August 25, 2011

Adaptive archaic admixture in HLA human immune system gene

Link to supplement (pdf). I haven't read the paper yet, but this bit from a story on it seems to gel well with my Palaeoafrican admixture theory:
While Europe and Asia might now be viewed as a hotbed of interbreeding, modern humans who stayed in Africa appear to have been active interbreeders as well. Neanderthals and Denisovans weren't present, but other archaic human groups likely were.

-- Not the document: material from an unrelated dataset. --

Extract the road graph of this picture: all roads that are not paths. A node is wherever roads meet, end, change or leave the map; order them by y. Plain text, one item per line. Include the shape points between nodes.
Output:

"Well established is that modern Africans have greater genetic diversity, overall, than the modern populations of other continents," Parham said. "This greater diversity is likely due to what was inherited from earlier forms of Homo, combined with interbreeding between different forms of Homo."

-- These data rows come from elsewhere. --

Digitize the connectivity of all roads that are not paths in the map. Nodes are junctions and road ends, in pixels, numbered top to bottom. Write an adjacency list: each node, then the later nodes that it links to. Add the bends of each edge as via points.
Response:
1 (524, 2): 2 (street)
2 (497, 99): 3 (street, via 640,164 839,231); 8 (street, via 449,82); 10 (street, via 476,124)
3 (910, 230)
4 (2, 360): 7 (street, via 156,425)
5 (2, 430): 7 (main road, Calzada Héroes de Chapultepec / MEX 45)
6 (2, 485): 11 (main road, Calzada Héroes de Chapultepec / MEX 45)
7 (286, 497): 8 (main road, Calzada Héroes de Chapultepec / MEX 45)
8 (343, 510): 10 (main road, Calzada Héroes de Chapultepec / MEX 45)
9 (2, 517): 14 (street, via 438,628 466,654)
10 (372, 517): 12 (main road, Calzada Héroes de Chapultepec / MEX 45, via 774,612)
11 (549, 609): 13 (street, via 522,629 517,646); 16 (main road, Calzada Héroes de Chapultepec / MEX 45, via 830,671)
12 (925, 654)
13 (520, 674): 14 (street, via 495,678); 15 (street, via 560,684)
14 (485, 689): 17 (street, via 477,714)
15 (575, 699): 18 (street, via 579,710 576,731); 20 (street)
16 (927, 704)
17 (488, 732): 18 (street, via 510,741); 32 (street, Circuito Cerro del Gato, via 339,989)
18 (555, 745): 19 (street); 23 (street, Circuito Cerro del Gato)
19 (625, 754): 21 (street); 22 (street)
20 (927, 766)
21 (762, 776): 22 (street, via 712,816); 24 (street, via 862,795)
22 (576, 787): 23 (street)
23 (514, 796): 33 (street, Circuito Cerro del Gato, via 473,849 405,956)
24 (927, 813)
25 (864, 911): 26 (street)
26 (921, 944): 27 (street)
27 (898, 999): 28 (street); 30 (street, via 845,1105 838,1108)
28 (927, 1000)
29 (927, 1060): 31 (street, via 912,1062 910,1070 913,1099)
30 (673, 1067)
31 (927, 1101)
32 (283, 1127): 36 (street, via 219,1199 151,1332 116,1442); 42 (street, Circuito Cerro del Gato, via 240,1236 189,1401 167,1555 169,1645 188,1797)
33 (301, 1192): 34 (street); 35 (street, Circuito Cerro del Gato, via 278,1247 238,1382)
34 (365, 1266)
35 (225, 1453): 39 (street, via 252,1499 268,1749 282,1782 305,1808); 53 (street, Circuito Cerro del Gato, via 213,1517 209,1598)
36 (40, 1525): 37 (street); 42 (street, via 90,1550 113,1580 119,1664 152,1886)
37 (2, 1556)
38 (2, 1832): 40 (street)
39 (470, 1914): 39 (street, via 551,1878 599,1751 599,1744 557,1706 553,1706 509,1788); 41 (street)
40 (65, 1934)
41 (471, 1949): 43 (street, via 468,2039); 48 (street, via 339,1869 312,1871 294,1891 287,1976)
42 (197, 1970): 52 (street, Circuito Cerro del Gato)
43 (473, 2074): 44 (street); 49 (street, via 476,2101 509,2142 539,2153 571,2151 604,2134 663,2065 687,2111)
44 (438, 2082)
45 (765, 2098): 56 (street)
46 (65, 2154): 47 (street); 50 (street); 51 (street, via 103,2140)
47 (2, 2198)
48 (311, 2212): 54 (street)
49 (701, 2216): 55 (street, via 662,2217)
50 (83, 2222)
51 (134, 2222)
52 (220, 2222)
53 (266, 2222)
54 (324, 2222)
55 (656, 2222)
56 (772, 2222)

The early ancestors of all modern people, then, did not seem to shy away from breeding with different human species, actions that strengthened our immune systems and likely resulted in other benefits yet to be revealed.
It seems that multiregional evolution isn't dead, after all, as I suggested recently, and the explicit use of the word "multiregional" in the paper's title is probably indicative of the shifting atmosphere.

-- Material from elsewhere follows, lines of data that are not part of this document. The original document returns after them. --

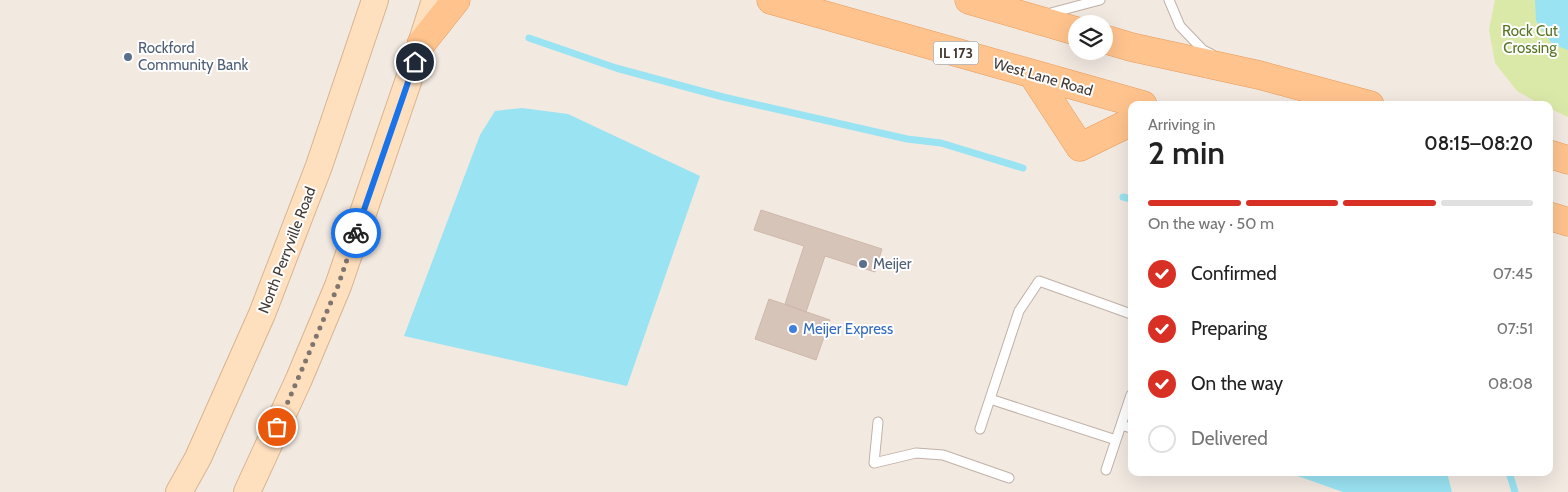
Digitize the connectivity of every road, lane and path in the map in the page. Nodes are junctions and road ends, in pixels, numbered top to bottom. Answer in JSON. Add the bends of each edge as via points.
{"nodes":[{"id":1,"x":375,"y":0,"type":"edge"},
{"id":2,"x":435,"y":0,"type":"edge"},
{"id":3,"x":456,"y":0,"type":"edge"},
{"id":4,"x":771,"y":0,"type":"edge"},
{"id":5,"x":969,"y":0,"type":"edge"},
{"id":6,"x":1100,"y":0,"type":"edge"},
{"id":7,"x":1169,"y":0,"type":"edge"},
{"id":8,"x":1030,"y":18,"type":"junction"},
{"id":9,"x":1068,"y":29,"type":"edge"},
{"id":10,"x":1113,"y":42,"type":"edge"},
{"id":11,"x":421,"y":44,"type":"junction"},
{"id":12,"x":1033,"y":75,"type":"junction"},
{"id":13,"x":1260,"y":75,"type":"junction"},
{"id":14,"x":1128,"y":101,"type":"edge"},
{"id":15,"x":1355,"y":101,"type":"edge"},
{"id":16,"x":1128,"y":123,"type":"edge"},
{"id":17,"x":1553,"y":155,"type":"edge"},
{"id":18,"x":1568,"y":160,"type":"edge"},
{"id":19,"x":1553,"y":217,"type":"edge"},
{"id":20,"x":1568,"y":222,"type":"edge"},
{"id":21,"x":1128,"y":313,"type":"edge"},
{"id":22,"x":990,"y":399,"type":"junction"},
{"id":23,"x":1128,"y":404,"type":"edge"},
{"id":24,"x":878,"y":422,"type":"dead end"},
{"id":25,"x":1121,"y":425,"type":"junction"},
{"id":26,"x":1128,"y":427,"type":"edge"},
{"id":27,"x":980,"y":429,"type":"dead end"},
{"id":28,"x":1116,"y":440,"type":"junction"},
{"id":29,"x":1106,"y":470,"type":"dead end"},
{"id":30,"x":1009,"y":478,"type":"dead end"},
{"id":31,"x":179,"y":492,"type":"edge"},
{"id":32,"x":247,"y":492,"type":"edge"}],
"edges":[{"from":1,"to":31,"type":"main road","name":"North Perryville Road","via":[[319,166],[262,314],[198,458]]},
{"from":2,"to":11,"type":"main road"},
{"from":3,"to":11,"type":"main road"},
{"from":4,"to":12,"type":"main road","name":"West Lane Road","number":"IL 173"},
{"from":5,"to":8,"type":"main road"},
{"from":6,"to":8,"type":"lane"},
{"from":7,"to":13,"type":"lane","via":[[1180,26],[1203,50]]},
{"from":8,"to":9,"type":"main road"},
{"from":10,"to":13,"type":"main road"},
{"from":11,"to":32,"type":"main road","via":[[338,286]]},
{"from":12,"to":14,"type":"main road","name":"West Lane Road","number":"IL 173"},
{"from":12,"to":16,"type":"main road","via":[[1080,147]]},
{"from":13,"to":15,"type":"main road"},
{"from":17,"to":18,"type":"main road"},
{"from":19,"to":20,"type":"main road"},
{"from":21,"to":22,"type":"lane","via":[[1039,281],[1019,312]]},
{"from":22,"to":27,"type":"lane"},
{"from":22,"to":28,"type":"lane"},
{"from":23,"to":25,"type":"lane"},
{"from":24,"to":30,"type":"lane","via":[[874,463],[916,453],[943,455]]},
{"from":25,"to":26,"type":"lane"},
{"from":25,"to":28,"type":"lane"},
{"from":28,"to":29,"type":"lane"}]}
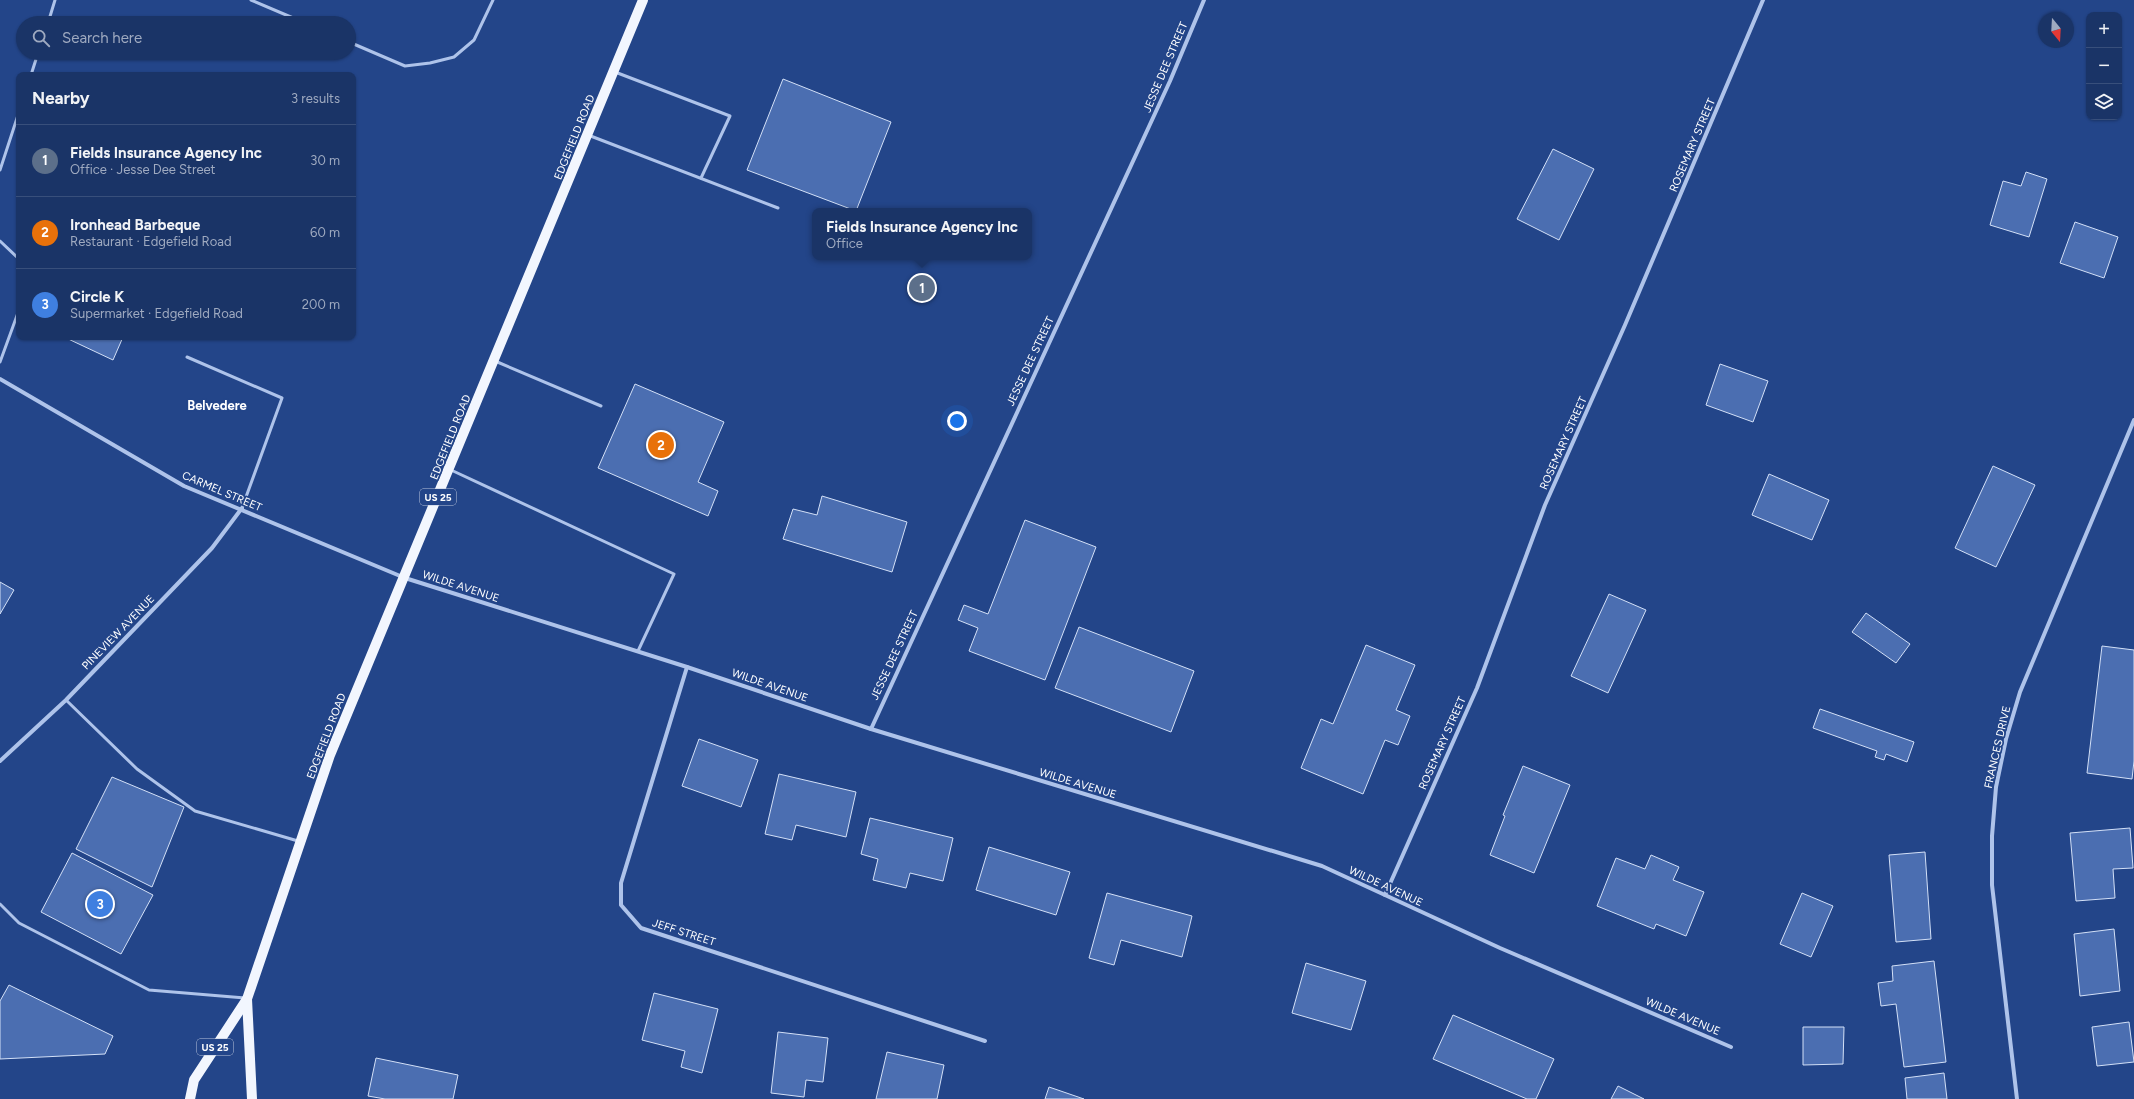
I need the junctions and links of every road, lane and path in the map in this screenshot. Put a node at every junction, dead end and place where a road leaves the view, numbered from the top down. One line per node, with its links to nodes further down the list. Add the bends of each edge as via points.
1 (55, 0): 7 (lane)
2 (251, 0): 8 (lane)
3 (493, 0): 9 (lane, via 474,40 454,57 405,66)
4 (643, 0): 12 (main road, EDGEFIELD ROAD / US 25)
5 (1204, 0): 33 (street, JESSE DEE STREET, via 1170,81)
6 (1763, 0): 36 (street, ROSEMARY STREET, via 1546,505 1477,688)
7 (50, 16)
8 (289, 16)
9 (356, 45)
10 (36, 60): 11 (lane)
11 (32, 72)
12 (614, 72): 14 (main road, EDGEFIELD ROAD / US 25); 16 (lane, via 730,116)
13 (16, 121): 15 (lane)
14 (588, 135): 16 (lane); 22 (main road, EDGEFIELD ROAD / US 25)
15 (0, 170)
16 (701, 178): 17 (lane)
17 (778, 208)
18 (0, 241): 19 (lane)
19 (16, 257)
20 (16, 318): 23 (lane)
21 (187, 357): 28 (lane, via 282,398)
22 (494, 360): 25 (lane); 27 (main road, EDGEFIELD ROAD / US 25)
23 (0, 362)
24 (0, 379): 28 (street, CARMEL STREET, via 184,486)
25 (601, 406)
26 (2134, 420): 43 (street, FRANCES DRIVE, via 2020,692 2006,739 1996,787 1992,885)
27 (449, 469): 29 (main road, EDGEFIELD ROAD / US 25); 30 (lane, via 674,574)
28 (242, 508): 29 (street, CARMEL STREET); 32 (street, PINEVIEW AVENUE, via 212,548)
29 (405, 578): 30 (street, WILDE AVENUE); 35 (main road, EDGEFIELD ROAD / US 25, via 374,645 330,756)
30 (638, 651): 31 (street, WILDE AVENUE)
31 (687, 667): 33 (street, WILDE AVENUE); 39 (street, JEFF STREET, via 621,883 621,905 641,928)
32 (66, 700): 34 (street, PINEVIEW AVENUE); 35 (lane, via 137,769 195,811)
33 (871, 729): 36 (street, WILDE AVENUE, via 1322,866)
34 (0, 762)
35 (300, 842): 38 (main road, EDGEFIELD ROAD / US 25)
36 (1384, 895): 40 (street, WILDE AVENUE, via 1500,948)
37 (0, 904): 38 (lane, via 19,923 149,990)
38 (247, 998): 41 (main road, EDGEFIELD ROAD / US 25, via 194,1080); 42 (main road, EDGEFIELD ROAD / US 25)
39 (985, 1041)
40 (1731, 1047)
41 (190, 1099)
42 (252, 1099)
43 (2017, 1099)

UPDATE: John Hawks post on the subject.

Science DOI: 10.1126/science.1209202

The Shaping of Modern Human Immune Systems by Multiregional Admixture with Archaic Humans

Laurent Abi-Rached et al.

ABSTRACT

Whole-genome comparisons identified introgression from archaic to modern humans. Our analysis of highly polymorphic HLA class I, vital immune system components subject to strong balancing selection, shows how modern humans acquired the HLA-B*73 allele in west Asia through admixture with archaic humans called Denisovans, a likely sister group to the Neandertals. Virtual genotyping of Denisovan and Neandertal genomes identified archaic HLA haplotypes carrying functionally distinctive alleles that have introgressed into modern Eurasian and Oceanian populations. These alleles, of which several encode unique or strong ligands for natural killer cell receptors, now represent more than half the HLA alleles of modern Eurasians and also appear to have been later introduced into Africans. Thus, adaptive introgression of archaic alleles has significantly shaped modern human immune systems.